The government's typical responses to netizens, such as deleting posts and tightening filters of "sensitive words," have created a whole range of direct and indirect "resistance discourse," that is the kuso (ègǎo 恶搞) or parody that is so ubiquitous online --like flipping, distorting, and reinterpreting the symbols and slogans of the "main theme." It also includes satire, mockery, roasts, provocations, take-downs and deconstructions, or intentionally "oppositional" interpretations. "Online resistance" also includes the exposure of the inner workings of the censorship system. CDT's series of verified leaks, "Directives from the Ministry of Truth," is the best example. Also, the "Great Firewall" is an important layer of the Chinese government's censorship system, as well as a key target of online resistance.
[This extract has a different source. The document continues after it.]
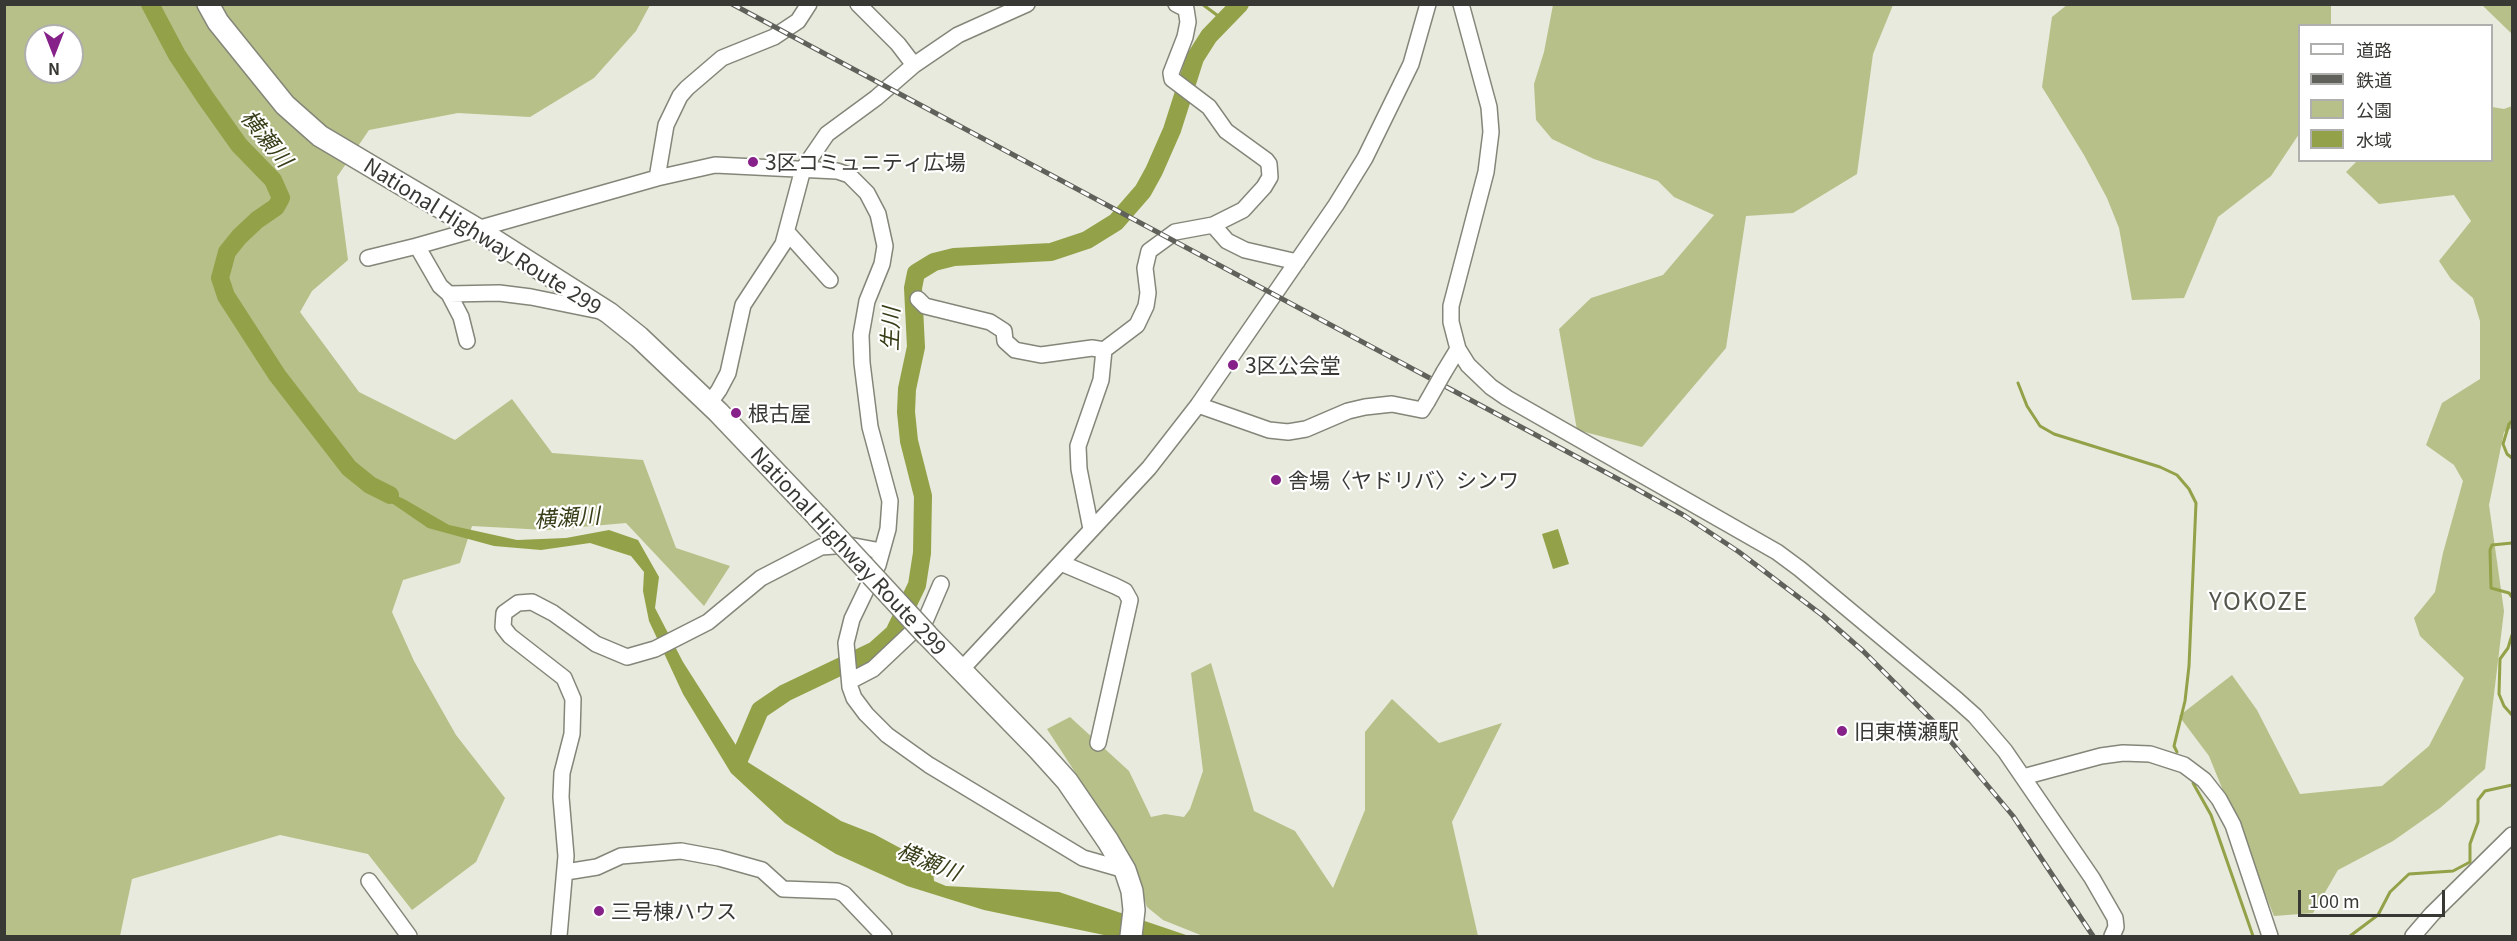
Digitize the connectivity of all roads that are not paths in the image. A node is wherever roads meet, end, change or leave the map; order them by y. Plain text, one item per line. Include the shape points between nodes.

From anger at the "wall," ridicule of the wall's symbolism and active protest against it, to the development and spread of "wall-scaling" technologies, these are experiences that netizens are all familiar with. It's also the content that CDT monitors, archives and publishes. By collecting and organizing "forbidden words" from the internet behind the Great Firewall, we can discern the true intent of censorship, while also revealing the diligence and intelligence with which netizens resist this censorship.

CDT pays special attention to these "sensitive words," words like "Celestial Empire," "Big Spender," and "fart people." In March 2018, Xi Jinping amended the constitution to remove term limits on the presidency. This was undoubtedly a monumental event in recent Chinese history. But due to strict government suppression and internet scrubbing, all you could find about it on social media behind the Firewall was approval and praise from state media. It was impossible to hear anything from ordinary people. Our editors documented a large volume of "sensitive words" that were blocked from search on Sina Weibo at that time, like "shameless," "backslide" and "Yuan Shikai." By recording and disseminating this "resistance discourse," which was spread even further by our readers, in a broad sense CDT has become a part of the online resistance.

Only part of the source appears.